In 1994, as a publicist at Random House by day, she was writing her first novel by night. A Very Famous Author she was taking on a cross-country book tour heard through a mutual friend that she was working on a book. He offered to read it. Zigman was thrilled.
Forty-eight hours after she’d handed over the manuscript, her benefactor returned it to her with passages circled in black Sharpie, littered with notes such as “I’M BORED” and “THIS SUCKS” and “I AM DYING OF BOREDOM.” He also circled “ghost words,” as he called them, words he hated, words that meant nothing.
“I sat down, lit a cigarette, read what he said, and thought I was going to vomit,” Zigman says. “I knew, like, that was it. I wasn’t a writer. What had I been thinking?” She shoved the manuscript into a drawer, started taking antidepressants, and didn’t look at it again for two years.
But the reworked manuscript eventually became Animal Husbandry, a best-seller that was made into a 2001 movie, Someone Like You, starring Ashley Judd and Greg Kinnear. Five novels later, Zigman has had her share of hits and misses: books optioned and then dropped, great reviews, tepid reviews, terrors both physical and financial. Try keeping your writing life going when, in relatively quick succession, you are diagnosed with breast cancer, both parents die, your husband has health struggles that prevent him from working, and your son grapples with learning issues.
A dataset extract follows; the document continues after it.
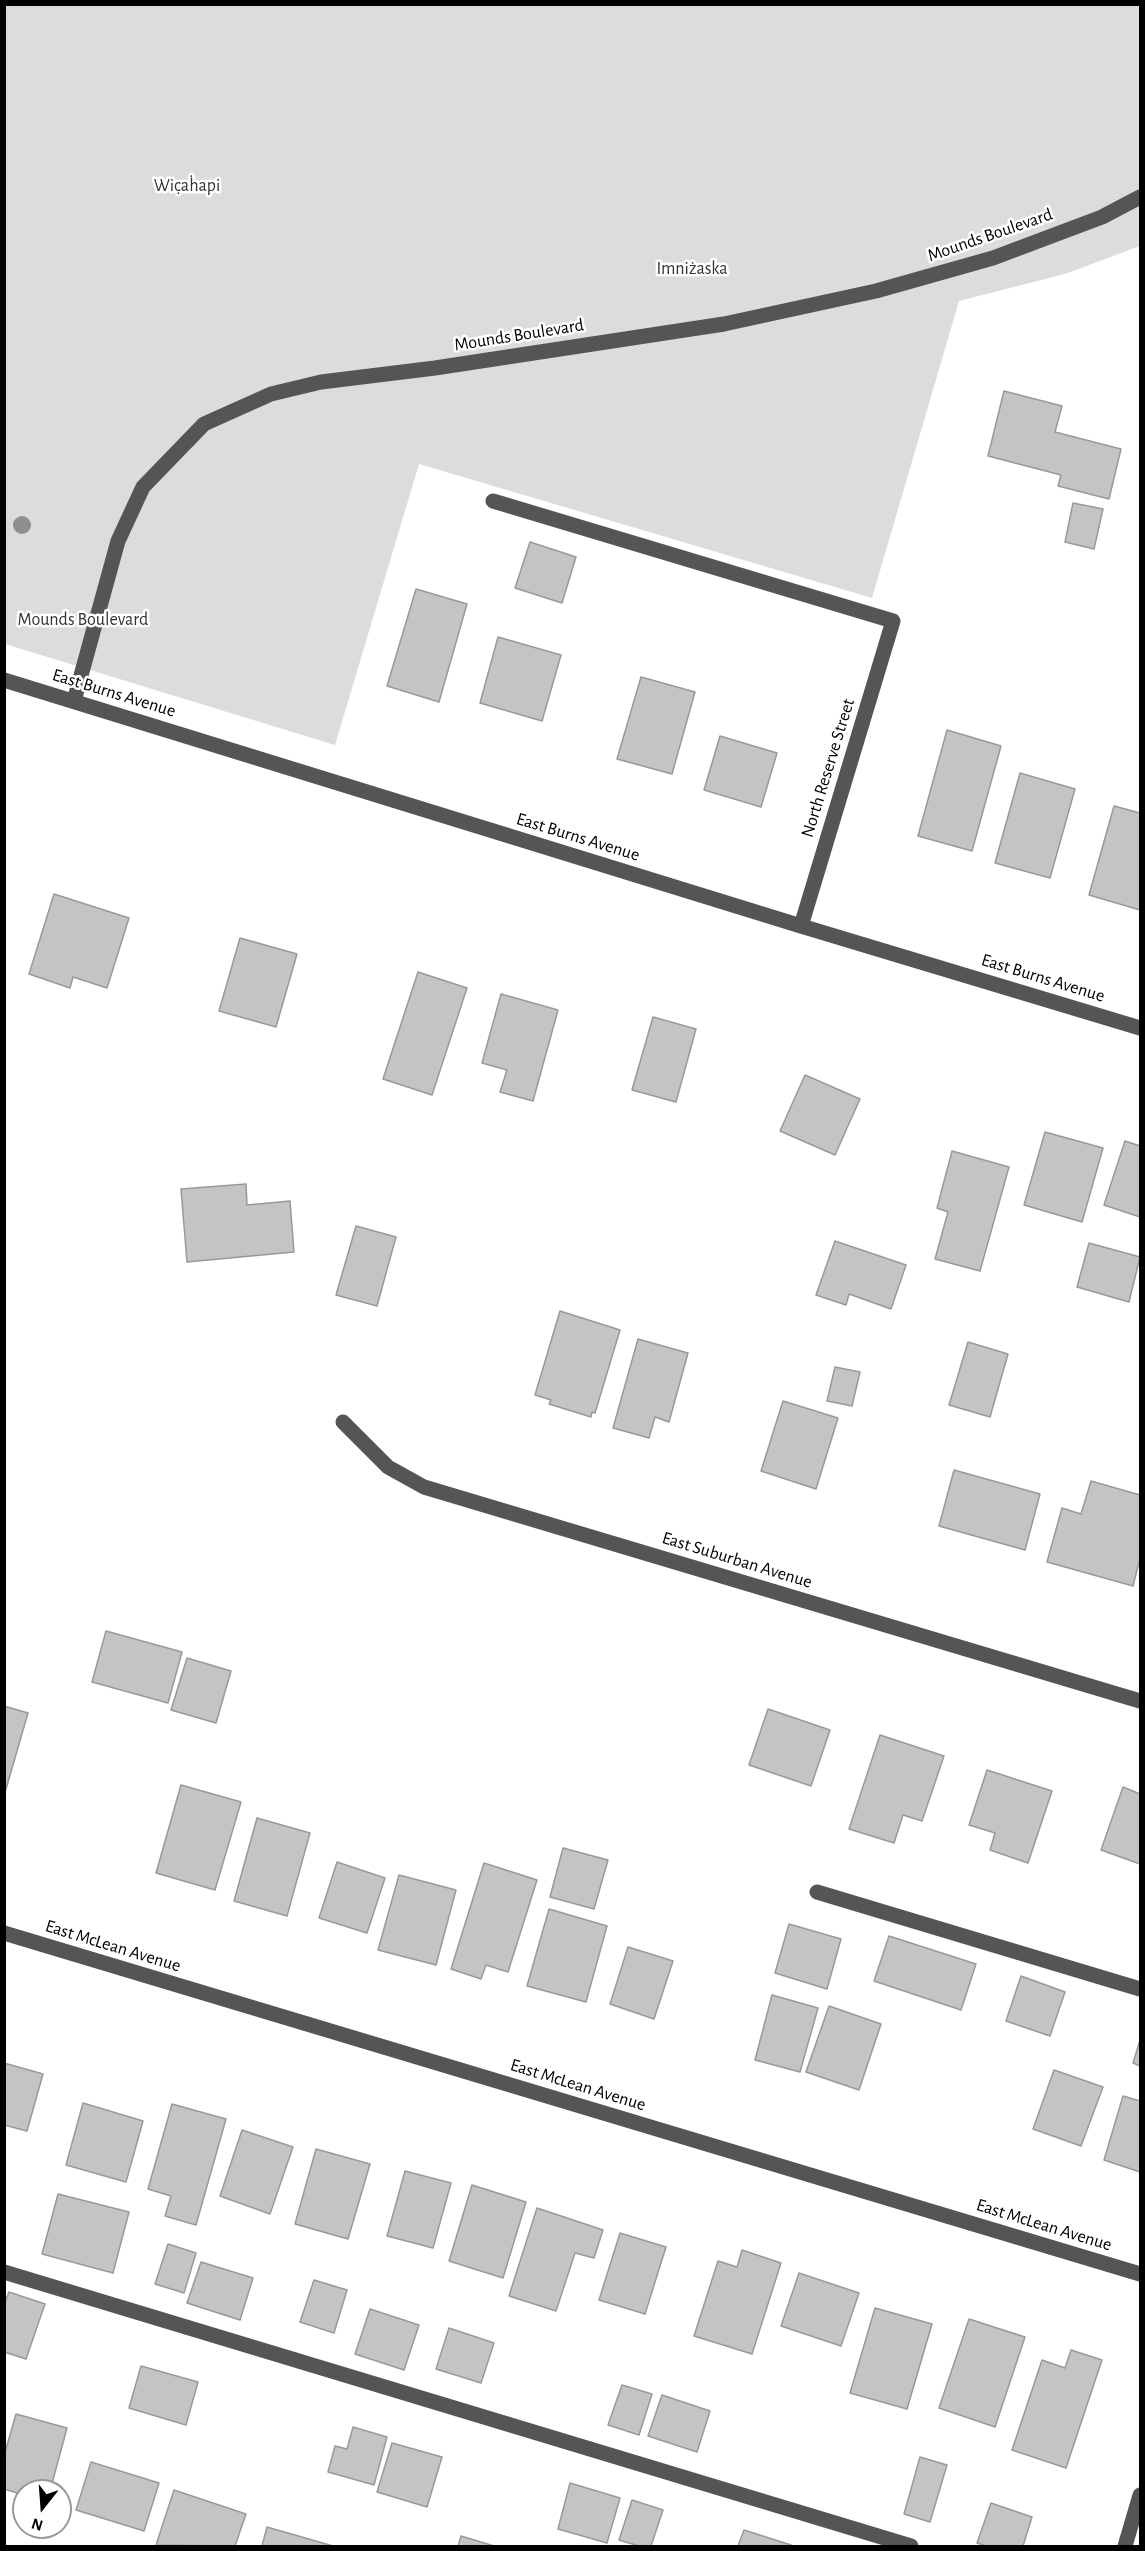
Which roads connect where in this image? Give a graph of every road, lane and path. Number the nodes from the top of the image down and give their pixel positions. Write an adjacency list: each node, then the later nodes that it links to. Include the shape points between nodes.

This was Zigman’s lot.
Even after times of great critical success (The Washington Post called her latest, Small World—about what happens to a family when a child dies—“as poignant as it is funny”), that initial pain of rejection, the feeling of being stuck, never left her.
During the decade where she felt incapable of writing fiction, Zigman would turn to P.R. projects and ghostwriting to support her family. (Among them: Texas state senator and abortion-rights activist Wendy Davis’s Forgetting to Be Afraid and Eddie Izzard’s Believe Me: A Memoir of Love, Death, and Jazz Chickens.) Most successful novelists would feel being a pen for hire was a letdown. Zigman saw it differently: she found a strength she didn’t know she had.
“The writing was easy,” she says. “The hard part was getting someone to trust you so you could figure out who they are, and sometimes what their core wound is, so their book would be real.” To break the dam for her return to fiction, she says, “talking with various writer friends about not-writing helped, but what I really wished for was therapy for my writing with someone who was a writer.... It’s like when they tell you to write the book you want to read: I started doing the thing I wished existed.” She realized she had a gift for writer therapy, especially after her friends started calling her and asking, only half-jokingly, “Can I have a session?”
“There are people who can get your manuscript in the right place, but there aren’t that many who can get your head in the right place,” says her friend the writer Ann Leary, whose latest historical novel, The Foundling, was just optioned by Lionsgate. “She asks you so many questions, which help you see a character or a plot problem in a new light.”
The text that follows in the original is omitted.